------ Records provided ------
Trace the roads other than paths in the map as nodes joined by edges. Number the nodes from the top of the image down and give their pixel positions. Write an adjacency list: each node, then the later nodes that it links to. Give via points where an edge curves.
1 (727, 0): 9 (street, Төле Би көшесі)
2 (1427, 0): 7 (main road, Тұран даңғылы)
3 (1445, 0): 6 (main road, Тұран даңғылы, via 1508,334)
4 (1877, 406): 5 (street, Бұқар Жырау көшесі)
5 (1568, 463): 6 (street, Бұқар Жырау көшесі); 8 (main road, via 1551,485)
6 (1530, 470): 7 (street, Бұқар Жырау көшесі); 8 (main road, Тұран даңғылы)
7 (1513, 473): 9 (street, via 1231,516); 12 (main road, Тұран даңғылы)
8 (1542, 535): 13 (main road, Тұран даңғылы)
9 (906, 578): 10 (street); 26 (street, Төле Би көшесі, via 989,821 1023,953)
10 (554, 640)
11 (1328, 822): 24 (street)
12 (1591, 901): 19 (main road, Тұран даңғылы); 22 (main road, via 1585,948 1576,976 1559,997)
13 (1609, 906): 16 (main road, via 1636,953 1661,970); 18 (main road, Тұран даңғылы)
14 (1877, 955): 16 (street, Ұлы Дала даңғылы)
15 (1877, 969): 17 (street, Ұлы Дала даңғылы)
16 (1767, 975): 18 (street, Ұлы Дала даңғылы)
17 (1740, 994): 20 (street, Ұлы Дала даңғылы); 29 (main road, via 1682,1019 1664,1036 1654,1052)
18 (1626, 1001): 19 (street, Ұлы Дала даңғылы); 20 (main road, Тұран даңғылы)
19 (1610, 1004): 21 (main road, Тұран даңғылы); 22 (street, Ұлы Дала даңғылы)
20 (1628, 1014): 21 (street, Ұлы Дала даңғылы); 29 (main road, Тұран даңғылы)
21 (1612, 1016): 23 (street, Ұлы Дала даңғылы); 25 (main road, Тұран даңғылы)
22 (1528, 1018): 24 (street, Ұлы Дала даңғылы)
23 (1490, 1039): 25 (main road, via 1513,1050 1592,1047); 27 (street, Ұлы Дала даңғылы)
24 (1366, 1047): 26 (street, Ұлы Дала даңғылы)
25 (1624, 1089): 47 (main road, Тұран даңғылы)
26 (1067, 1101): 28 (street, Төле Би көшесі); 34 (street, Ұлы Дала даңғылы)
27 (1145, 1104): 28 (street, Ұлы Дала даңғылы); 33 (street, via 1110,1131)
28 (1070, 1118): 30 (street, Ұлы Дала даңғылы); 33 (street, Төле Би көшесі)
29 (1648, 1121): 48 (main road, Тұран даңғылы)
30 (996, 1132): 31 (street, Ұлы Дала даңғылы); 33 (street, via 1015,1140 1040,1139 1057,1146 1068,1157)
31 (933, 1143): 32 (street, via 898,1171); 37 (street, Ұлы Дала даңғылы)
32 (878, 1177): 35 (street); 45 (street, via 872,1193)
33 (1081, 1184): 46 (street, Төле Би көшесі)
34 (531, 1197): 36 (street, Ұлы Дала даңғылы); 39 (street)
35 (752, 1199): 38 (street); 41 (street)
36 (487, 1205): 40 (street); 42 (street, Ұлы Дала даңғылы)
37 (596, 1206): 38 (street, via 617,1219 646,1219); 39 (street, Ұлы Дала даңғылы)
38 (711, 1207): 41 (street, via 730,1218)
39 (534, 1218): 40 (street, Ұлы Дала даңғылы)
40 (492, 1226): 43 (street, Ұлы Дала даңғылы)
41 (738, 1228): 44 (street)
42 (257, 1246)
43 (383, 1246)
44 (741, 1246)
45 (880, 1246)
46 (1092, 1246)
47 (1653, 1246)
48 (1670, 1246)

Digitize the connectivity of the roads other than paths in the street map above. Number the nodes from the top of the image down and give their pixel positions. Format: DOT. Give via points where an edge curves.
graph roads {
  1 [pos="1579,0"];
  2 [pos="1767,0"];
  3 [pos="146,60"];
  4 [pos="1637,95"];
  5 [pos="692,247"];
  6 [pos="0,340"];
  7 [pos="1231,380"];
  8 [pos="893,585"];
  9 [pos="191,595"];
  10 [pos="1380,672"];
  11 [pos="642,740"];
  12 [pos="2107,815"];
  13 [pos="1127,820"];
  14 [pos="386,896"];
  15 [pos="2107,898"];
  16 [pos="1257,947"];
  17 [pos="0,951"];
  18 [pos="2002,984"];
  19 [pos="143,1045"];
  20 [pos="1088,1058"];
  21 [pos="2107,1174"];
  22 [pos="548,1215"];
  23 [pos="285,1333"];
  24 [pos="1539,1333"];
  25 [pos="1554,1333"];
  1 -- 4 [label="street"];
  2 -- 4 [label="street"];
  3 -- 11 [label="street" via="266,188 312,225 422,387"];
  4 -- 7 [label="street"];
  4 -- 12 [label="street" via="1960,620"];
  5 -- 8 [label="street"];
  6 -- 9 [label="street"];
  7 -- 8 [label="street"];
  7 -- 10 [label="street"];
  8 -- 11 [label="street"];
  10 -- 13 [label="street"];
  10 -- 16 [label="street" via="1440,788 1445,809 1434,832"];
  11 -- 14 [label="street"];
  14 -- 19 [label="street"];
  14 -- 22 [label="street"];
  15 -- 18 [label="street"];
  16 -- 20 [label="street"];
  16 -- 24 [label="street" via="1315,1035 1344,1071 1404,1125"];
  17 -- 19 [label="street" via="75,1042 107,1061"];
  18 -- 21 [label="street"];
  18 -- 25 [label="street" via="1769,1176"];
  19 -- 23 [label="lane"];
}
------
Exercise requirements: After reading the records above, transcribe them verbatim.

Finished task:
Trace the roads other than paths in the map as nodes joined by edges. Number the nodes from the top of the image down and give their pixel positions. Write an adjacency list: each node, then the later nodes that it links to. Give via points where an edge curves.
1 (727, 0): 9 (street, Төле Би көшесі)
2 (1427, 0): 7 (main road, Тұран даңғылы)
3 (1445, 0): 6 (main road, Тұран даңғылы, via 1508,334)
4 (1877, 406): 5 (street, Бұқар Жырау көшесі)
5 (1568, 463): 6 (street, Бұқар Жырау көшесі); 8 (main road, via 1551,485)
6 (1530, 470): 7 (street, Бұқар Жырау көшесі); 8 (main road, Тұран даңғылы)
7 (1513, 473): 9 (street, via 1231,516); 12 (main road, Тұран даңғылы)
8 (1542, 535): 13 (main road, Тұран даңғылы)
9 (906, 578): 10 (street); 26 (street, Төле Би көшесі, via 989,821 1023,953)
10 (554, 640)
11 (1328, 822): 24 (street)
12 (1591, 901): 19 (main road, Тұран даңғылы); 22 (main road, via 1585,948 1576,976 1559,997)
13 (1609, 906): 16 (main road, via 1636,953 1661,970); 18 (main road, Тұран даңғылы)
14 (1877, 955): 16 (street, Ұлы Дала даңғылы)
15 (1877, 969): 17 (street, Ұлы Дала даңғылы)
16 (1767, 975): 18 (street, Ұлы Дала даңғылы)
17 (1740, 994): 20 (street, Ұлы Дала даңғылы); 29 (main road, via 1682,1019 1664,1036 1654,1052)
18 (1626, 1001): 19 (street, Ұлы Дала даңғылы); 20 (main road, Тұран даңғылы)
19 (1610, 1004): 21 (main road, Тұран даңғылы); 22 (street, Ұлы Дала даңғылы)
20 (1628, 1014): 21 (street, Ұлы Дала даңғылы); 29 (main road, Тұран даңғылы)
21 (1612, 1016): 23 (street, Ұлы Дала даңғылы); 25 (main road, Тұран даңғылы)
22 (1528, 1018): 24 (street, Ұлы Дала даңғылы)
23 (1490, 1039): 25 (main road, via 1513,1050 1592,1047); 27 (street, Ұлы Дала даңғылы)
24 (1366, 1047): 26 (street, Ұлы Дала даңғылы)
25 (1624, 1089): 47 (main road, Тұран даңғылы)
26 (1067, 1101): 28 (street, Төле Би көшесі); 34 (street, Ұлы Дала даңғылы)
27 (1145, 1104): 28 (street, Ұлы Дала даңғылы); 33 (street, via 1110,1131)
28 (1070, 1118): 30 (street, Ұлы Дала даңғылы); 33 (street, Төле Би көшесі)
29 (1648, 1121): 48 (main road, Тұран даңғылы)
30 (996, 1132): 31 (street, Ұлы Дала даңғылы); 33 (street, via 1015,1140 1040,1139 1057,1146 1068,1157)
31 (933, 1143): 32 (street, via 898,1171); 37 (street, Ұлы Дала даңғылы)
32 (878, 1177): 35 (street); 45 (street, via 872,1193)
33 (1081, 1184): 46 (street, Төле Би көшесі)
34 (531, 1197): 36 (street, Ұлы Дала даңғылы); 39 (street)
35 (752, 1199): 38 (street); 41 (street)
36 (487, 1205): 40 (street); 42 (street, Ұлы Дала даңғылы)
37 (596, 1206): 38 (street, via 617,1219 646,1219); 39 (street, Ұлы Дала даңғылы)
38 (711, 1207): 41 (street, via 730,1218)
39 (534, 1218): 40 (street, Ұлы Дала даңғылы)
40 (492, 1226): 43 (street, Ұлы Дала даңғылы)
41 (738, 1228): 44 (street)
42 (257, 1246)
43 (383, 1246)
44 (741, 1246)
45 (880, 1246)
46 (1092, 1246)
47 (1653, 1246)
48 (1670, 1246)

Digitize the connectivity of the roads other than paths in the street map above. Number the nodes from the top of the image down and give their pixel positions. Format: DOT. Give via points where an edge curves.
graph roads {
  1 [pos="1579,0"];
  2 [pos="1767,0"];
  3 [pos="146,60"];
  4 [pos="1637,95"];
  5 [pos="692,247"];
  6 [pos="0,340"];
  7 [pos="1231,380"];
  8 [pos="893,585"];
  9 [pos="191,595"];
  10 [pos="1380,672"];
  11 [pos="642,740"];
  12 [pos="2107,815"];
  13 [pos="1127,820"];
  14 [pos="386,896"];
  15 [pos="2107,898"];
  16 [pos="1257,947"];
  17 [pos="0,951"];
  18 [pos="2002,984"];
  19 [pos="143,1045"];
  20 [pos="1088,1058"];
  21 [pos="2107,1174"];
  22 [pos="548,1215"];
  23 [pos="285,1333"];
  24 [pos="1539,1333"];
  25 [pos="1554,1333"];
  1 -- 4 [label="street"];
  2 -- 4 [label="street"];
  3 -- 11 [label="street" via="266,188 312,225 422,387"];
  4 -- 7 [label="street"];
  4 -- 12 [label="street" via="1960,620"];
  5 -- 8 [label="street"];
  6 -- 9 [label="street"];
  7 -- 8 [label="street"];
  7 -- 10 [label="street"];
  8 -- 11 [label="street"];
  10 -- 13 [label="street"];
  10 -- 16 [label="street" via="1440,788 1445,809 1434,832"];
  11 -- 14 [label="street"];
  14 -- 19 [label="street"];
  14 -- 22 [label="street"];
  15 -- 18 [label="street"];
  16 -- 20 [label="street"];
  16 -- 24 [label="street" via="1315,1035 1344,1071 1404,1125"];
  17 -- 19 [label="street" via="75,1042 107,1061"];
  18 -- 21 [label="street"];
  18 -- 25 [label="street" via="1769,1176"];
  19 -- 23 [label="lane"];
}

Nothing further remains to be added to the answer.